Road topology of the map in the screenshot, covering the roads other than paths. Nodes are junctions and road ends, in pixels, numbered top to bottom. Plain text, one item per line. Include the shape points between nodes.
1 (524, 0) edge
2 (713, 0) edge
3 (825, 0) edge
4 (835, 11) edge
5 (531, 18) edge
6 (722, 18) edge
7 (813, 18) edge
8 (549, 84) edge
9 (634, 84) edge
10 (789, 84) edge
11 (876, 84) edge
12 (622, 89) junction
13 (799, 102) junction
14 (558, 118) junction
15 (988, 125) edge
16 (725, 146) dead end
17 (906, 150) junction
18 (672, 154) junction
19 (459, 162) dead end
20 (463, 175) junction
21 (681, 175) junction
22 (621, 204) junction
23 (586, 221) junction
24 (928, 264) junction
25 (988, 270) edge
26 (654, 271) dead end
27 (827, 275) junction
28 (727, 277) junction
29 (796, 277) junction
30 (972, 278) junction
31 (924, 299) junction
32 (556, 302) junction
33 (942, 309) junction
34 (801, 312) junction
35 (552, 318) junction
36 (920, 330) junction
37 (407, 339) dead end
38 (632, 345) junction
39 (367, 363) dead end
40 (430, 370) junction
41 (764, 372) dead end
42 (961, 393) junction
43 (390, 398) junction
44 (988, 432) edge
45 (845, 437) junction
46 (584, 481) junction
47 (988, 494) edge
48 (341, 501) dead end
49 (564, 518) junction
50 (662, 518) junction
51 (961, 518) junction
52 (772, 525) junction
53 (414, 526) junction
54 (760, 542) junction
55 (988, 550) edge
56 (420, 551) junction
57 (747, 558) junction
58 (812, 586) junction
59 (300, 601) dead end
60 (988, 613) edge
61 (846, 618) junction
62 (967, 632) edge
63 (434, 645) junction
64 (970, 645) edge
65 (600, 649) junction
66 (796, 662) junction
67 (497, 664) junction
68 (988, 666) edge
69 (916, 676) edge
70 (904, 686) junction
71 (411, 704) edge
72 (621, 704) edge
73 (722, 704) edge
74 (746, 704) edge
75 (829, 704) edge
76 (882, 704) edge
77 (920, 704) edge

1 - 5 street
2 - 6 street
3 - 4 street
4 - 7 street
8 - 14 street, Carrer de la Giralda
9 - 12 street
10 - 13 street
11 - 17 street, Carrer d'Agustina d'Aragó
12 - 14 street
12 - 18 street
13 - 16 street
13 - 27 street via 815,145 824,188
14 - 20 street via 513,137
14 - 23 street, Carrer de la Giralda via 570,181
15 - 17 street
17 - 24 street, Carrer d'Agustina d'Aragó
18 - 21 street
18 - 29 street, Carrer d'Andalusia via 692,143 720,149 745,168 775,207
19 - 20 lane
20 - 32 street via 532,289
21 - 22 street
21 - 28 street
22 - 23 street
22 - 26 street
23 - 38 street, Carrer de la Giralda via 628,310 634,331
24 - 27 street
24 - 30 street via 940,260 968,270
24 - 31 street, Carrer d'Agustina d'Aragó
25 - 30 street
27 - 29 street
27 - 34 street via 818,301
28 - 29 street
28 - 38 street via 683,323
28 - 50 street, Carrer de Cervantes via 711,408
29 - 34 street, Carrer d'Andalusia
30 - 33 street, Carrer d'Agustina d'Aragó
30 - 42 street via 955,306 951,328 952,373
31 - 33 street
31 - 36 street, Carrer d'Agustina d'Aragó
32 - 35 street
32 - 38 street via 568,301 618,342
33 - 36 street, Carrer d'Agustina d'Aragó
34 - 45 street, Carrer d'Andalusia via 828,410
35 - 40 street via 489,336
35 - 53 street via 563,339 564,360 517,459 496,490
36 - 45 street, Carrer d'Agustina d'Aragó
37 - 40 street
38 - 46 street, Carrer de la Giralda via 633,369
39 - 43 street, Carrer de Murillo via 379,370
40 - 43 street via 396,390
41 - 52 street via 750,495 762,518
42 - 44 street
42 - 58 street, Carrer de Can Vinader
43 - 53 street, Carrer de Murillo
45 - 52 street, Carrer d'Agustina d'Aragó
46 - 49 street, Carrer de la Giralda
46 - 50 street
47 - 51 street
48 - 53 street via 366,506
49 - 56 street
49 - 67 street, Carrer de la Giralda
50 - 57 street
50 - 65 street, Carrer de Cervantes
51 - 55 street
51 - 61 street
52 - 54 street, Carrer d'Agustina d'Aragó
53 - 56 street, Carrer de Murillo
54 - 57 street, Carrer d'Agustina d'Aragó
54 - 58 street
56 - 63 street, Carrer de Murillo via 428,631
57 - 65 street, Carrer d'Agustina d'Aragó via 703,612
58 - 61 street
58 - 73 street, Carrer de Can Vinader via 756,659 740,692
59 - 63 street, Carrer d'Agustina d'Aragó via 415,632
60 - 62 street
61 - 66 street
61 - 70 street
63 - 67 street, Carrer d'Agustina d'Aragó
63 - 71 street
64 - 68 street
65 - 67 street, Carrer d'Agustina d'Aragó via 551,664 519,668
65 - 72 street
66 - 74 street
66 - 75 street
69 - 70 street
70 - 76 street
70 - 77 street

| Aim of the exercise |
Answer with one number only, the count of lines in the material above that hold "Cervantes".

| Your solution |
2